As he observed, the North American Free Trade Agreement (NAFTA) has opened up a huge marketplace for Canadian companies, which have created a lot of jobs in the United States in return.

According to Joyce, the biggest franchise of the Canadian restaurant chain Tim Hortons in Buffalo owns about 30 stores and has around 700 employees, the majority of which are Americans. If E visas were not granted to Canadians under NAFTA, a great number of jobs would not have been created.

"That's a pretty good leverage," he said.

A large majority of his clients are small businesses and he believed it is the small businesses that make the economy work around the country.

"It's small businesses that create the jobs and that we have to have a free trade policy that allows the free movement of goods, services personnel for small business on both sides of the border," said Joyce.

For others, NAFTA's impact has been less apparent.

"The free trade agreement may have an impact on the transportation industry, but I personally have not felt much change," said Zhou Liya, a member of a local Chinese Business Association.
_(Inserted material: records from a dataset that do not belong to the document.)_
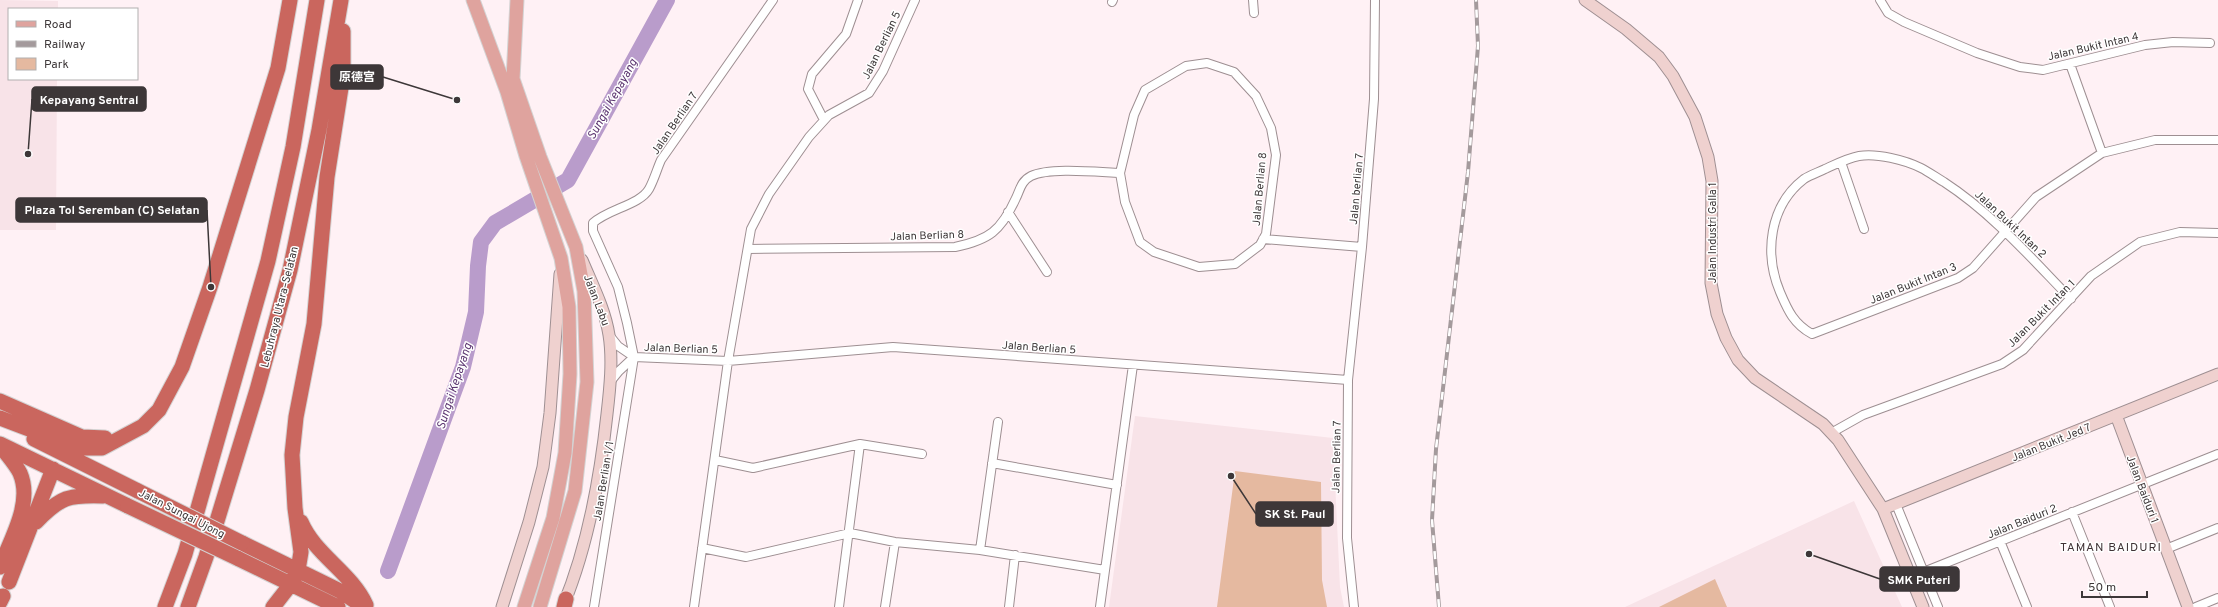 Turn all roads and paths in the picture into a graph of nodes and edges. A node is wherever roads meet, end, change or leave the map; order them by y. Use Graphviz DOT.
graph roads {
  1 [pos="290,0"];
  2 [pos="317,0"];
  3 [pos="342,0"];
  4 [pos="473,0"];
  5 [pos="517,0"];
  6 [pos="773,0"];
  7 [pos="858,0"];
  8 [pos="915,0"];
  9 [pos="1253,0"];
  10 [pos="1374,0"];
  11 [pos="1585,0"];
  12 [pos="1880,0"];
  13 [pos="1254,13"];
  14 [pos="2210,43"];
  15 [pos="2070,64"];
  16 [pos="824,120"];
  17 [pos="2218,140"];
  18 [pos="2102,153"];
  19 [pos="1841,162"];
  20 [pos="1120,173"];
  21 [pos="1008,212"];
  22 [pos="1864,229"];
  23 [pos="2005,231"];
  24 [pos="2218,233"];
  25 [pos="1263,239"];
  26 [pos="576,247"];
  27 [pos="1362,247"];
  28 [pos="748,249"];
  29 [pos="561,258"];
  30 [pos="1047,272"];
  31 [pos="2071,299"];
  32 [pos="1812,334"];
  33 [pos="610,336"];
  34 [pos="634,357"];
  35 [pos="728,361"];
  36 [pos="1133,365"];
  37 [pos="2218,374"];
  38 [pos="1348,380"];
  39 [pos="610,382"];
  40 [pos="0,400"];
  41 [pos="2116,415"];
  42 [pos="0,419"];
  43 [pos="998,422"];
  44 [pos="1831,432"];
  45 [pos="122,439"];
  46 [pos="0,444"];
  47 [pos="860,444"];
  48 [pos="922,454"];
  49 [pos="2218,454"];
  50 [pos="714,460"];
  51 [pos="992,463"];
  52 [pos="53,469"];
  53 [pos="1117,485"];
  54 [pos="2142,485"];
  55 [pos="108,496"];
  56 [pos="1896,504"];
  57 [pos="295,508"];
  58 [pos="1883,509"];
  59 [pos="2072,512"];
  60 [pos="30,528"];
  61 [pos="2218,528"];
  62 [pos="850,533"];
  63 [pos="895,542"];
  64 [pos="2000,542"];
  65 [pos="702,548"];
  66 [pos="2166,549"];
  67 [pos="980,550"];
  68 [pos="185,554"];
  69 [pos="1015,555"];
  70 [pos="0,567"];
  71 [pos="298,570"];
  72 [pos="1105,570"];
  73 [pos="1924,572"];
  74 [pos="1911,578"];
  75 [pos="9,582"];
  76 [pos="291,584"];
  77 [pos="2218,598"];
  78 [pos="564,604"];
  79 [pos="363,605"];
  80 [pos="156,607"];
  81 [pos="165,607"];
  82 [pos="188,607"];
  83 [pos="273,607"];
  84 [pos="338,607"];
  85 [pos="502,607"];
  86 [pos="524,607"];
  87 [pos="540,607"];
  88 [pos="594,607"];
  89 [pos="694,607"];
  90 [pos="839,607"];
  91 [pos="885,607"];
  92 [pos="1009,607"];
  93 [pos="1100,607"];
  94 [pos="1354,607"];
  95 [pos="1923,607"];
  96 [pos="1938,607"];
  97 [pos="2027,607"];
  98 [pos="2110,607"];
  99 [pos="2188,607"];
  100 [pos="2196,607"];
  1 -- 45 [label="highway"];
  2 -- 68 [label="highway, Lebuhraya Utara–Selatan"];
  3 -- 57 [label="highway"];
  3 -- 82 [label="highway, Lebuhraya Utara–Selatan"];
  4 -- 29 [label="main road"];
  5 -- 26 [label="main road, Jalan Labu"];
  6 -- 34 [label="street, Jalan Berlian 7"];
  7 -- 16 [label="street"];
  8 -- 16 [label="street, Jalan Berlian 5"];
  9 -- 13 [label="street"];
  10 -- 27 [label="street, Jalan berlian 7"];
  11 -- 44 [label="main road, Jalan Industri Galla 1"];
  12 -- 15 [label="street, Jalan Bukit Intan 4"];
  14 -- 15 [label="street, Jalan Bukit Intan 4"];
  15 -- 18 [label="street"];
  16 -- 28 [label="street, Jalan Berlian 5"];
  17 -- 18 [label="street, Jalan Bukit Intan 3"];
  18 -- 23 [label="street, Jalan Bukit Intan 3"];
  19 -- 22 [label="street"];
  19 -- 23 [label="street, Jalan Bukit Intan 2"];
  19 -- 32 [label="street, Jalan Bukit Intan 2"];
  20 -- 21 [label="street, Jalan Berlian 8"];
  20 -- 25 [label="street, Jalan Berlian 8"];
  20 -- 25 [label="street, Jalan Berlian 8"];
  21 -- 28 [label="street, Jalan Berlian 8"];
  21 -- 30 [label="street"];
  23 -- 31 [label="street, Jalan Bukit Intan 2"];
  23 -- 32 [label="street, Jalan Bukit Intan 3"];
  24 -- 31 [label="street, Jalan Bukit Intan 1"];
  25 -- 27 [label="street, Jalan Berlian 8"];
  26 -- 33 [label="main road, Jalan Labu"];
  26 -- 87 [label="main road"];
  27 -- 38 [label="street, Jalan berlian 7"];
  28 -- 35 [label="street, Jalan Berlian 5"];
  29 -- 85 [label="main road"];
  29 -- 86 [label="main road"];
  31 -- 44 [label="street, Jalan Bukit Intan 1"];
  33 -- 34 [label="street, Jalan Berlian 5"];
  33 -- 39 [label="main road, Jalan Labu"];
  34 -- 35 [label="street, Jalan Berlian 5"];
  34 -- 39 [label="street, Jalan Berlian 5"];
  34 -- 88 [label="street, Jalan Berlian 1/1"];
  35 -- 36 [label="street, Jalan Berlian 5"];
  35 -- 50 [label="street"];
  36 -- 38 [label="street, Jalan Berlian 5"];
  36 -- 53 [label="street"];
  37 -- 41 [label="main road, Jalan Bukit Jed 7"];
  38 -- 94 [label="street, Jalan Berlian 7"];
  39 -- 78 [label="main road, Jalan Labu"];
  40 -- 45 [label="highway"];
  41 -- 54 [label="main road, Jalan Baiduri 1"];
  41 -- 56 [label="main road, Jalan Bukit Jed 7"];
  42 -- 45 [label="highway"];
  42 -- 71 [label="highway, Jalan Sungai Ujong, bridge"];
  43 -- 51 [label="street"];
  44 -- 58 [label="main road, Jalan Industri Galla 1"];
  46 -- 52 [label="highway, Jalan Sungai Ujong"];
  46 -- 70 [label="highway"];
  47 -- 48 [label="street"];
  47 -- 50 [label="street"];
  47 -- 62 [label="street"];
  49 -- 54 [label="street, Jalan Baiduri 2"];
  50 -- 65 [label="street"];
  51 -- 53 [label="street"];
  51 -- 67 [label="street"];
  52 -- 55 [label="highway, Jalan Sungai Ujong"];
  52 -- 60 [label="highway"];
  53 -- 72 [label="street"];
  54 -- 59 [label="street, Jalan Baiduri 2"];
  54 -- 66 [label="main road, Jalan Baiduri 1"];
  55 -- 60 [label="highway"];
  55 -- 76 [label="highway, Jalan Sungai Ujong, bridge"];
  56 -- 58 [label="main road, Jalan Bukit Jed 7"];
  56 -- 73 [label="street"];
  57 -- 71 [label="highway"];
  57 -- 79 [label="highway"];
  58 -- 74 [label="main road, Jalan Industri Galla 1"];
  59 -- 64 [label="street, Jalan Baiduri 2"];
  59 -- 98 [label="street"];
  60 -- 75 [label="highway"];
  61 -- 66 [label="street"];
  62 -- 63 [label="street"];
  62 -- 65 [label="street"];
  62 -- 90 [label="street"];
  63 -- 67 [label="street"];
  63 -- 91 [label="street"];
  64 -- 73 [label="street, Jalan Baiduri 2"];
  64 -- 97 [label="street"];
  65 -- 89 [label="street"];
  66 -- 99 [label="main road, Jalan Baiduri 1"];
  67 -- 69 [label="street"];
  68 -- 80 [label="highway"];
  68 -- 81 [label="highway, Lebuhraya Utara–Selatan"];
  69 -- 72 [label="street"];
  69 -- 92 [label="street"];
  71 -- 76 [label="highway"];
  71 -- 79 [label="highway, Jalan Sungai Ujong"];
  72 -- 93 [label="street"];
  73 -- 74 [label="street, Jalan Baiduri 2"];
  73 -- 96 [label="street"];
  74 -- 95 [label="main road, Jalan Industri Galla 1"];
  76 -- 83 [label="highway"];
  76 -- 84 [label="highway, Jalan Sungai Ujong"];
  77 -- 100 [label="street"];
}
The United States, Canada and Mexico on Wednesday kicked off the first round of renegotiation on NAFTA amid widespread uncertainty and anxiety over the future of the decades-old trilateral trade deal.

U.S. President Donald Trump, who on the election campaign trail last year called NAFTA "the worst trade deal signed maybe anywhere," has blamed the 23-year-old trade agreement for the U.S. trade deficit and the loss of American jobs. He tentatively decided to abandon the deal in April, but softened his position later on.

Liu Zhen, former assistant professor of economics at the University at Buffalo, thought Trump's tough words were meant only as a negotiation strategy.

He said Trump might just want to gain leverage in talks and get what he wants for the United States from the other two countries, and that the renegotiation would yield some results in the end.

Joyce, agreeing with Liu, said he believed "it's the art of the deal," because Trump understood the importance of global trade as an experienced businessman.

However, Joyce was concerned about the progress of the renegotiation. He hoped that the three countries could outline the changes they want to make quickly so that companies can make decisions.

"Otherwise, we are going to see signs here at the border and a shrinking trade within NAFTA and I don't want to see that," he said.